__Task requirements__.
Using the listing below, say how many lines have the string "highway" in them, giving the number alone.

__Data section__.
[Start of Attachment]

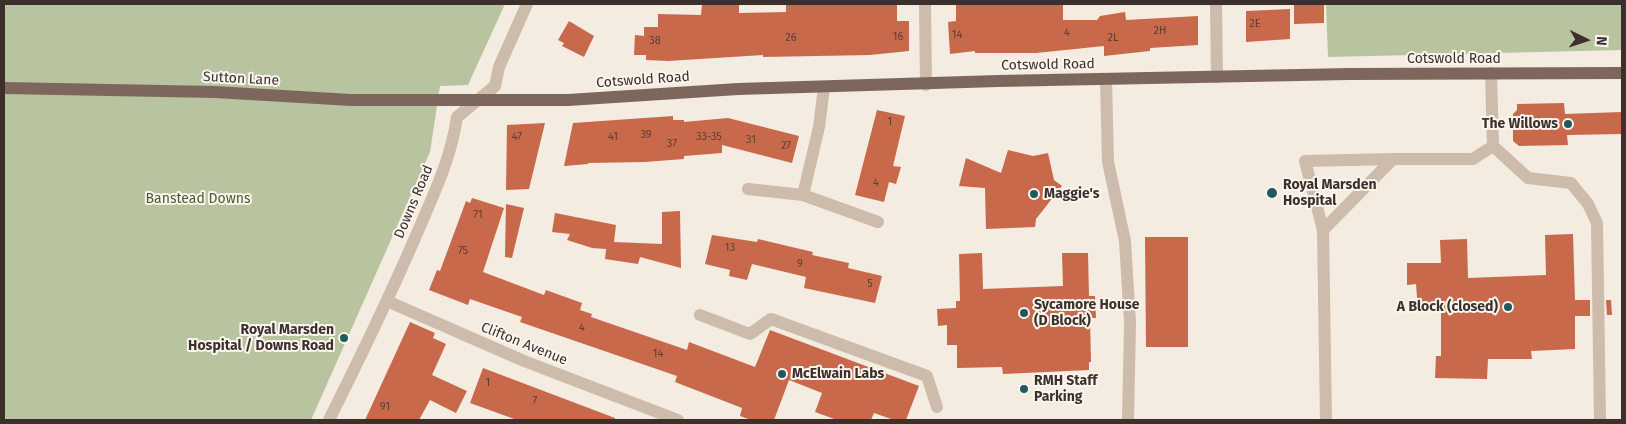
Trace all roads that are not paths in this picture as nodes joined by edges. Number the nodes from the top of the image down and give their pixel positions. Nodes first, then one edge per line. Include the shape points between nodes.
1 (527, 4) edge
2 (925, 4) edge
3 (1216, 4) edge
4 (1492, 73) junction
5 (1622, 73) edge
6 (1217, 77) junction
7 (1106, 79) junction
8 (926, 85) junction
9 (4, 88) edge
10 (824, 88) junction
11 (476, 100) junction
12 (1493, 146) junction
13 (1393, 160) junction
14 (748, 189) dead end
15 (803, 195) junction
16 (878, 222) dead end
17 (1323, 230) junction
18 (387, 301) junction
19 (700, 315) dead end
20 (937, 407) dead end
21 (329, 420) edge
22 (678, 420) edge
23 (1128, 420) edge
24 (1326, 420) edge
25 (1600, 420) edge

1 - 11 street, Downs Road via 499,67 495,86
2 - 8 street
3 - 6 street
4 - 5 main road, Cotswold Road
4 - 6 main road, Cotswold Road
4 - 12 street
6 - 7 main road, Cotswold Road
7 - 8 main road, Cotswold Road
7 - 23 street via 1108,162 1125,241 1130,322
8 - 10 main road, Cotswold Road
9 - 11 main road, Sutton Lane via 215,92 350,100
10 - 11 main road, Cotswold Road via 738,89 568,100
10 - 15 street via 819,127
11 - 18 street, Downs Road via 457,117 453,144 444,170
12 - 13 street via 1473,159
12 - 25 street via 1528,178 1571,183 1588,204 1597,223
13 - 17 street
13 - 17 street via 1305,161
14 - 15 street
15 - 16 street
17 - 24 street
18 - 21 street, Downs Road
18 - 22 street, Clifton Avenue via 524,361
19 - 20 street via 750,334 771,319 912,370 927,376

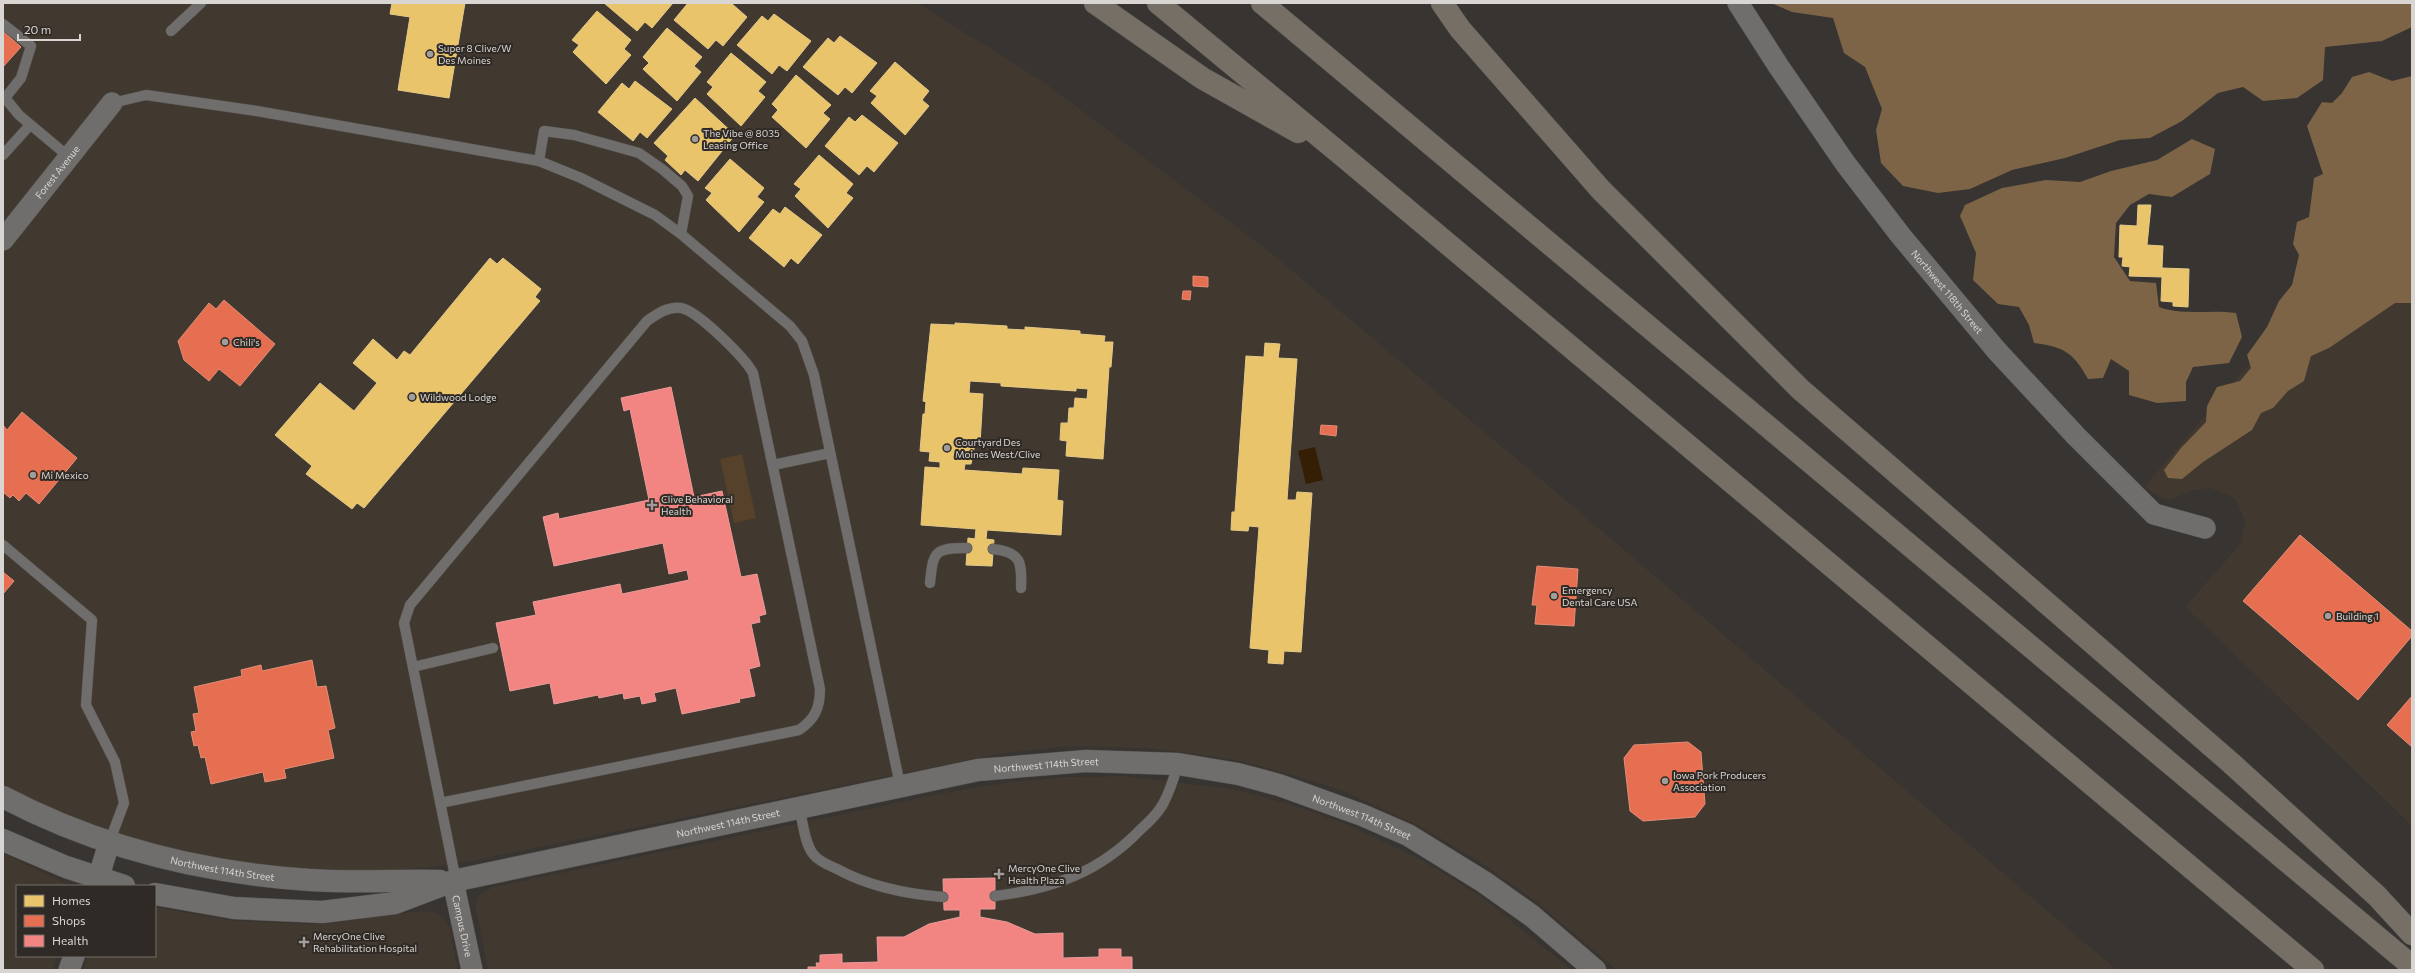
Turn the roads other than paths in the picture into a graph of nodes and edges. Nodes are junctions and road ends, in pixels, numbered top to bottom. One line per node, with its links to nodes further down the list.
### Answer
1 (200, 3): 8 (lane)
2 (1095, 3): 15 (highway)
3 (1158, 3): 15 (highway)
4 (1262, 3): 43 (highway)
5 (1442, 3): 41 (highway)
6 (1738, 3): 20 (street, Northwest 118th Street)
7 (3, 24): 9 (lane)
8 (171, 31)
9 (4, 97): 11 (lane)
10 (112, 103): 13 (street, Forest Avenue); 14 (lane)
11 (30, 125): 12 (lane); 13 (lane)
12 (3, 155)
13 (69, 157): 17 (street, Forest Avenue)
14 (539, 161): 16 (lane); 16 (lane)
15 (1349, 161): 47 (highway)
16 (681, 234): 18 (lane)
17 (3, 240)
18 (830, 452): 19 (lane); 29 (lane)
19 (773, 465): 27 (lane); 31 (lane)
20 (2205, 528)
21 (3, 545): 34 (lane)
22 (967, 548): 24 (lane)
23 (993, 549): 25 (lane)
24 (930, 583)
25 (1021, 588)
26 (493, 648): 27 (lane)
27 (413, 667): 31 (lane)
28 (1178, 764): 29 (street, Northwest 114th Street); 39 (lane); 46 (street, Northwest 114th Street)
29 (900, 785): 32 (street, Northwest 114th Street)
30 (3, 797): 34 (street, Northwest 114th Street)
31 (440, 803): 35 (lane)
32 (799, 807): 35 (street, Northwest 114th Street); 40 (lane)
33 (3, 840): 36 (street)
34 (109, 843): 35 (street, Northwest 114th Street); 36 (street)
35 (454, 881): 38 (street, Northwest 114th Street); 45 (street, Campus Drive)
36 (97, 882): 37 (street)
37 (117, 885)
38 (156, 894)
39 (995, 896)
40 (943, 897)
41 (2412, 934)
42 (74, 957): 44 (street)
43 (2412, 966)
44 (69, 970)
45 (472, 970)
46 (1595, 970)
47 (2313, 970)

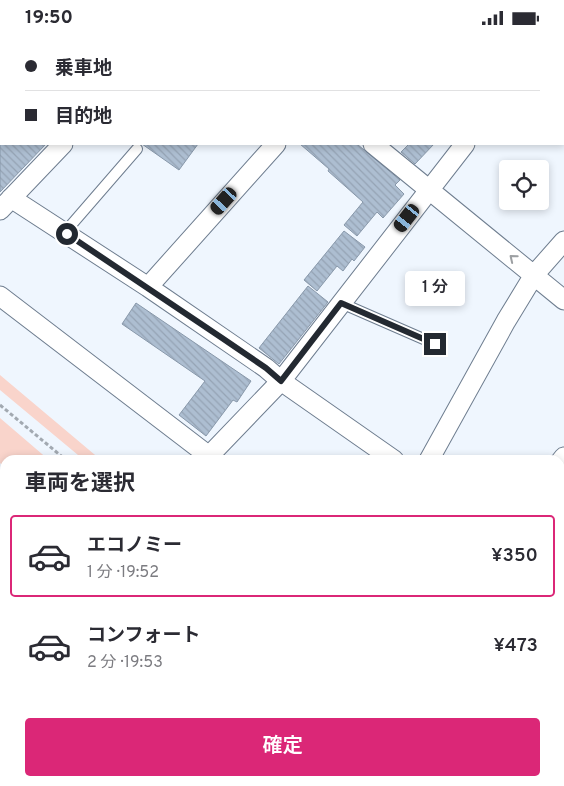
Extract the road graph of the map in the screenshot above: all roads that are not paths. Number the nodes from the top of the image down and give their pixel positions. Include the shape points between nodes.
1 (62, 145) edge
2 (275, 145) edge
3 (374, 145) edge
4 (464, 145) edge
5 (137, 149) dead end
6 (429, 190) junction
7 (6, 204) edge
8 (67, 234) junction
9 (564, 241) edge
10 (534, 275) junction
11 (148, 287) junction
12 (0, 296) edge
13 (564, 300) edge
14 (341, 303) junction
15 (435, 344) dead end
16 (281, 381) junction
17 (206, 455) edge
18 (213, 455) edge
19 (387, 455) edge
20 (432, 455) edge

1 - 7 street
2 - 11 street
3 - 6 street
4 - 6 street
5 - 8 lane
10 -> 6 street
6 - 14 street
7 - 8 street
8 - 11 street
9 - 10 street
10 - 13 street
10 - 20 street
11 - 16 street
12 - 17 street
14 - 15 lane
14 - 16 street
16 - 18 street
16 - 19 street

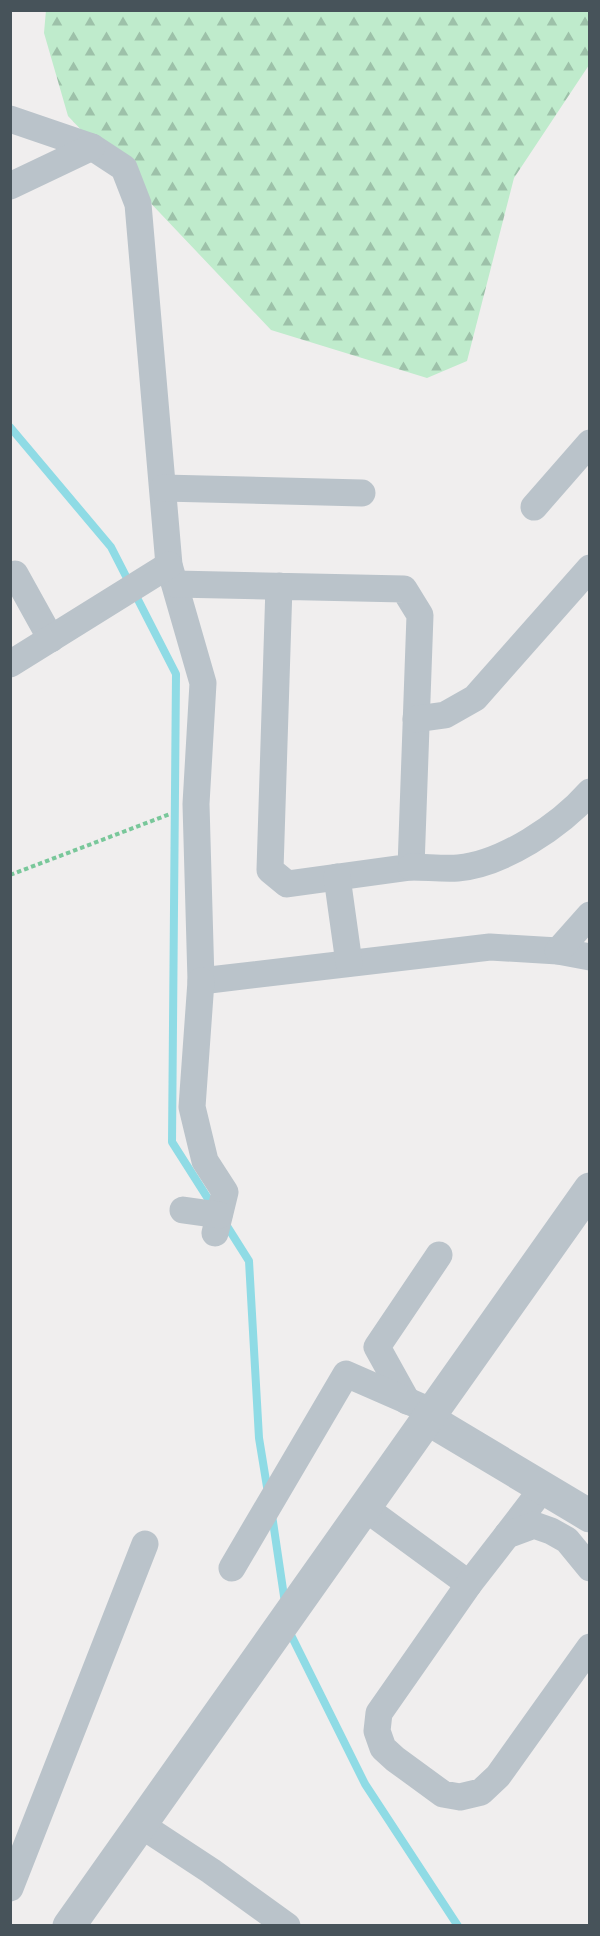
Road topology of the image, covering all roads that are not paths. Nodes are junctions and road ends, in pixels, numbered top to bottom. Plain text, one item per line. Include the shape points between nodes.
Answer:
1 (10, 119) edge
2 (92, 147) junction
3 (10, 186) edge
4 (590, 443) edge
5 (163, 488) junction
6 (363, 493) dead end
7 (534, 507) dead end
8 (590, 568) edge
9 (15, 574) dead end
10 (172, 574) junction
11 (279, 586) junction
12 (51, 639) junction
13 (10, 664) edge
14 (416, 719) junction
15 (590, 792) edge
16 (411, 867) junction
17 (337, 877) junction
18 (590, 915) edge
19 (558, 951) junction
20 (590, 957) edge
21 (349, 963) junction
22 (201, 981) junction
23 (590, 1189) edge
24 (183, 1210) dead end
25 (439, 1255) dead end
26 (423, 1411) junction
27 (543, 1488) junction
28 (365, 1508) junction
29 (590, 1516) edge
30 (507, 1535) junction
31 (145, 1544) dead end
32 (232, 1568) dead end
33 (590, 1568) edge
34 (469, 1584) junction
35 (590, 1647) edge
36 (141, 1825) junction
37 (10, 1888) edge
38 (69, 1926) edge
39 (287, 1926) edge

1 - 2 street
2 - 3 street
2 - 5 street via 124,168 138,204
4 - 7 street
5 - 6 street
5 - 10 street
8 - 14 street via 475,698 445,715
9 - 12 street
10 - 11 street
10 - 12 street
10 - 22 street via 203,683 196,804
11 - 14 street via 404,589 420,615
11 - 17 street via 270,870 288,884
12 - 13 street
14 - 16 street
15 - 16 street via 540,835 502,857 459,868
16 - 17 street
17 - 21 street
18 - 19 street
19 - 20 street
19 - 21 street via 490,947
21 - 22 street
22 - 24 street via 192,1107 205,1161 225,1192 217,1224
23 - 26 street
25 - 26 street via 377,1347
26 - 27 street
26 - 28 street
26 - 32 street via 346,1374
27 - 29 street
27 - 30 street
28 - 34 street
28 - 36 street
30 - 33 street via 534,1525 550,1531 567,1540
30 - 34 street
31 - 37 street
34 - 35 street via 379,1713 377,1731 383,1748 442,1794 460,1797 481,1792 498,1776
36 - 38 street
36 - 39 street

[End of Attachment]

__Task output__.
5